- Exercise brief:
Lines from the opening of the material through the line containing "0 #7b6a58) drop-shadow(-1px" must be duplicated word for word. Pictures are not.

- Exercise materials:
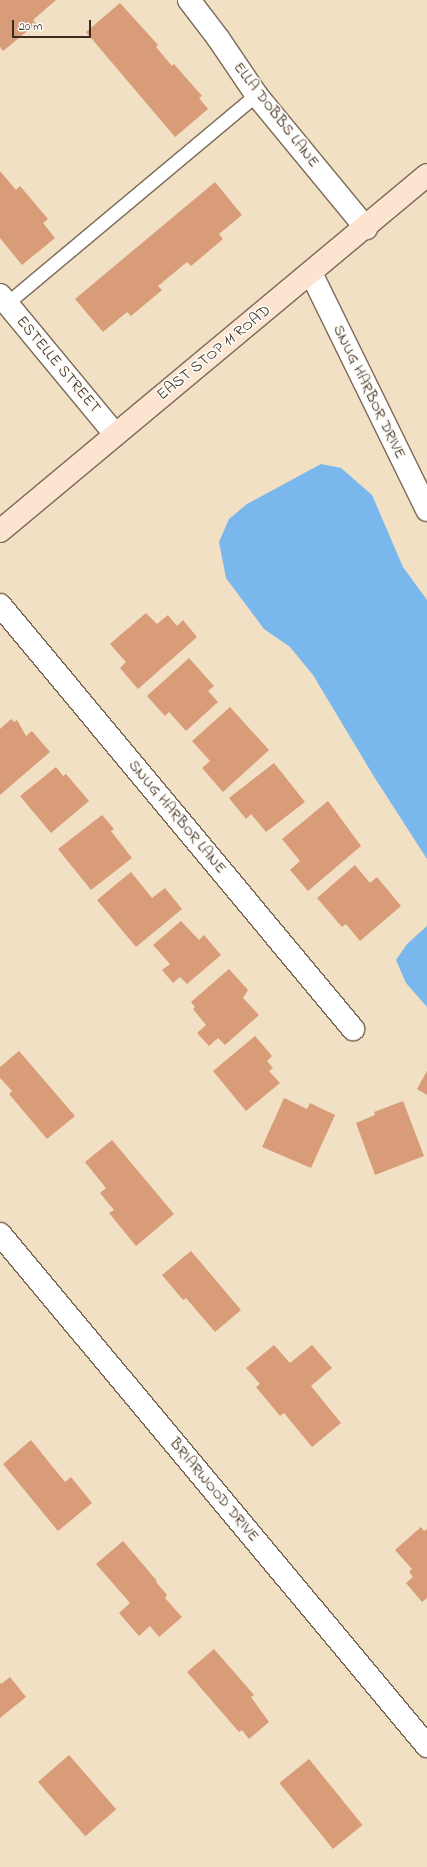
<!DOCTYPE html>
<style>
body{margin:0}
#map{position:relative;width:427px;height:1867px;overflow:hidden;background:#f1e0c3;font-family:"Indie Flower",sans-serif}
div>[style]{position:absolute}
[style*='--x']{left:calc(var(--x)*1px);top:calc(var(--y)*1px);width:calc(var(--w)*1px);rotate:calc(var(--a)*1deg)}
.water>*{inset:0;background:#79b7ec}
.building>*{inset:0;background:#d89c79;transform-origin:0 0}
.roads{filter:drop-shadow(1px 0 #7b6a58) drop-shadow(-1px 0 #7b6a58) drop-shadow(0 1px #7b6a58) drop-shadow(0 -1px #7b6a58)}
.lane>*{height:13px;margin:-6.5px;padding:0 6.5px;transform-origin:6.5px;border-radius:6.5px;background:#fff}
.street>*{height:22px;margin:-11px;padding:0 11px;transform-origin:11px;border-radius:11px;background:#fff}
.secondary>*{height:22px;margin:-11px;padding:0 11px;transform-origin:11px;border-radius:11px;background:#fde4d1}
span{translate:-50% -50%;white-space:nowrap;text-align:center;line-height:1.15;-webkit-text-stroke:3.5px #fdfcf7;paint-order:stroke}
.street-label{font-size:16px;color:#3b2a1e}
.scale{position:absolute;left:12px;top:20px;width:79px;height:18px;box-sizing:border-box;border:2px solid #3b2a1e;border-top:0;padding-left:5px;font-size:12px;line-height:14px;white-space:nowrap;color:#3b2a1e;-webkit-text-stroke:3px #fdfcf7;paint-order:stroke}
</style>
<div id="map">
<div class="water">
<div style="clip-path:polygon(321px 464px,341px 468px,372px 495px,403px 567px,427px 600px,427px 859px,373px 775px,313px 675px,290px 647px,264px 629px,226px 578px,219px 542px,229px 519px,247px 504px)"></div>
<div style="clip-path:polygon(427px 926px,427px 1007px,406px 983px,396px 960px,407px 944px)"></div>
</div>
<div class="building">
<div style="clip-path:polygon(0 0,56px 0,33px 20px,36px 24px,3px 51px,0 47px)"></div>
<div style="clip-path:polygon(120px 3px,158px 45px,156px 47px,172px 66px,174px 64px,202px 96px,199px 98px,208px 109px,175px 137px,86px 32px)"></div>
<div style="clip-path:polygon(0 171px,16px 190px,20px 186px,48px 219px,43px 223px,55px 238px,22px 265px,0 238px)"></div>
<div style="clip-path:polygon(215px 182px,242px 215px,219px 234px,223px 239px,191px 266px,187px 262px,158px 286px,162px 290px,131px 316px,127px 312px,103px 332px,75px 299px)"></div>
<div style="clip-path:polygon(146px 613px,157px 624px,168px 615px,177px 626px,183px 620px,197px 637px,138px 689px,120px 668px,126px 662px,110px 644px)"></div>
<div style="clip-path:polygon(189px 658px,214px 686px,208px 691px,218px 702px,186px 731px,169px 712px,165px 716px,147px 696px)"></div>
<div style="clip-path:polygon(230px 707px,269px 750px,223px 792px,202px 768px,210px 761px,192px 741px)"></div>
<div style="clip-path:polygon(11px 719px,14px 722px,17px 720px,26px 736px,32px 731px,50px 752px,0 795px,0 729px)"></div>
<div style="clip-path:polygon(274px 763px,305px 802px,266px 832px,251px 814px,246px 819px,229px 798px)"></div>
<div style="clip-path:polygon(56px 767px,63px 776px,66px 774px,89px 801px,51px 833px,20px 796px)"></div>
<div style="clip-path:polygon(328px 801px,361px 846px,308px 891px,290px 870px,300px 861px,282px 839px)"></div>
<div style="clip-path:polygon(102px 815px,114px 829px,111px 831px,132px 858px,91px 890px,58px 849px)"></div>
<div style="clip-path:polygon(355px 865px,370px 883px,377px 877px,401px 906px,360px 941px,346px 924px,342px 927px,317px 898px)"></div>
<div style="clip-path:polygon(131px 872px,152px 898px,165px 888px,182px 909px,136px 947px,97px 900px)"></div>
<div style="clip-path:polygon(181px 921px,199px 940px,204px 935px,221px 955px,187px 984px,180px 977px,173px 983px,162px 970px,170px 964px,153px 945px)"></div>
<div style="clip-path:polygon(229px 969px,248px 990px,243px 998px,259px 1015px,225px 1045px,218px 1038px,209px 1046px,197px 1033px,206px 1025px,193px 1009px,195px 1007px,191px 1002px)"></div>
<div style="clip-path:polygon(255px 1036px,272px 1056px,267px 1061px,273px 1068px,269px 1071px,280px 1083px,246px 1111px,213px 1071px)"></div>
<div style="clip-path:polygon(19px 1051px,75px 1116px,47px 1139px,9px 1094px,12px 1091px,0 1078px,0 1067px)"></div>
<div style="clip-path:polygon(427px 1071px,427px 1095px,417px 1089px)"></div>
<div style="clip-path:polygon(284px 1098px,307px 1109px,310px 1103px,335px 1115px,311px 1168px,262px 1147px)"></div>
<div style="clip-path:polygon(403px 1101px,424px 1156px,375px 1175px,356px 1123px,375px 1115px,374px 1112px)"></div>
<div style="clip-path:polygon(112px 1140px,174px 1214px,136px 1246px,109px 1213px,114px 1210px,100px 1193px,106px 1188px,85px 1162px)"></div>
<div style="clip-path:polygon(191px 1251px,241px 1310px,215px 1332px,186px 1298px,183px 1300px,162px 1275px)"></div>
<div style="clip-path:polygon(274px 1345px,290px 1363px,312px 1345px,332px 1368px,311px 1386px,341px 1423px,312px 1447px,284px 1413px,280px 1416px,256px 1387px,260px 1384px,246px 1368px)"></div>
<div style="clip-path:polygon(31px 1440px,65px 1482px,71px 1477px,92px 1503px,58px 1531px,3px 1464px)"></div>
<div style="clip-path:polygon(421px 1527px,424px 1531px,427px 1529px,427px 1598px,422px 1602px,406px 1583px,413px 1577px,409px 1572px,412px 1569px,395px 1550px)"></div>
<div style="clip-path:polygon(123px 1541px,157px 1581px,156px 1582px,167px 1595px,165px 1598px,182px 1617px,159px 1637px,150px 1626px,139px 1636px,119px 1613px,130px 1603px,96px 1564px)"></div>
<div style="clip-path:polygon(214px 1649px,254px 1695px,251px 1697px,269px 1722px,249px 1739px,242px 1730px,239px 1732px,187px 1672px)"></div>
<div style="clip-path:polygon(10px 1677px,26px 1697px,0 1718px,0 1682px,1px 1684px)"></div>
<div style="left:69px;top:1755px;width:72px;height:41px;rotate:49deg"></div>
<div style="left:309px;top:1759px;width:85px;height:38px;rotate:51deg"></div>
</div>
<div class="roads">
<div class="lane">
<div style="--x:7;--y:303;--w:324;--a:-39.9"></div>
</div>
<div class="street">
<div style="--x:189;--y:0;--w:48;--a:52.7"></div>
<div style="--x:218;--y:38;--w:71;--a:55.9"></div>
<div style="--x:258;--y:97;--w:170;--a:50.5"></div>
<div style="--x:311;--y:273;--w:264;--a:63.9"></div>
<div style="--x:0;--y:295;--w:180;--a:50.4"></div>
<div style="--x:0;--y:605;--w:552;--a:50.22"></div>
<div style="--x:0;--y:1234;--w:667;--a:50.17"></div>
</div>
<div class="secondary">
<div style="--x:0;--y:531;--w:556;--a:-39.82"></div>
</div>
</div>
<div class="street-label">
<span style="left:276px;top:115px;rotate:52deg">ELLA DOBBS LANE</span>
<span style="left:214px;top:353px;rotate:-39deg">EAST STOP 11 ROAD</span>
<span style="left:58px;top:365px;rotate:50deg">ESTELLE STREET</span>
<span style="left:369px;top:392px;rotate:64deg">SNUG HARBOR DRIVE</span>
<span style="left:177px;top:817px;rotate:50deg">SNUG HARBOR LANE</span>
<span style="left:214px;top:1490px;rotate:50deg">BRIARWOOD DRIVE</span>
</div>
<div class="scale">20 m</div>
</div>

- Exercise output:
<!DOCTYPE html>
<style>
body{margin:0}
#map{position:relative;width:427px;height:1867px;overflow:hidden;background:#f1e0c3;font-family:"Indie Flower",sans-serif}
div>[style]{position:absolute}
[style*='--x']{left:calc(var(--x)*1px);top:calc(var(--y)*1px);width:calc(var(--w)*1px);rotate:calc(var(--a)*1deg)}
.water>*{inset:0;background:#79b7ec}
.building>*{inset:0;background:#d89c79;transform-origin:0 0}
.roads{filter:drop-shadow(1px 0 #7b6a58) drop-shadow(-1px 0 #7b6a58) drop-shadow(0 1px #7b6a58) drop-shadow(0 -1px #7b6a58)}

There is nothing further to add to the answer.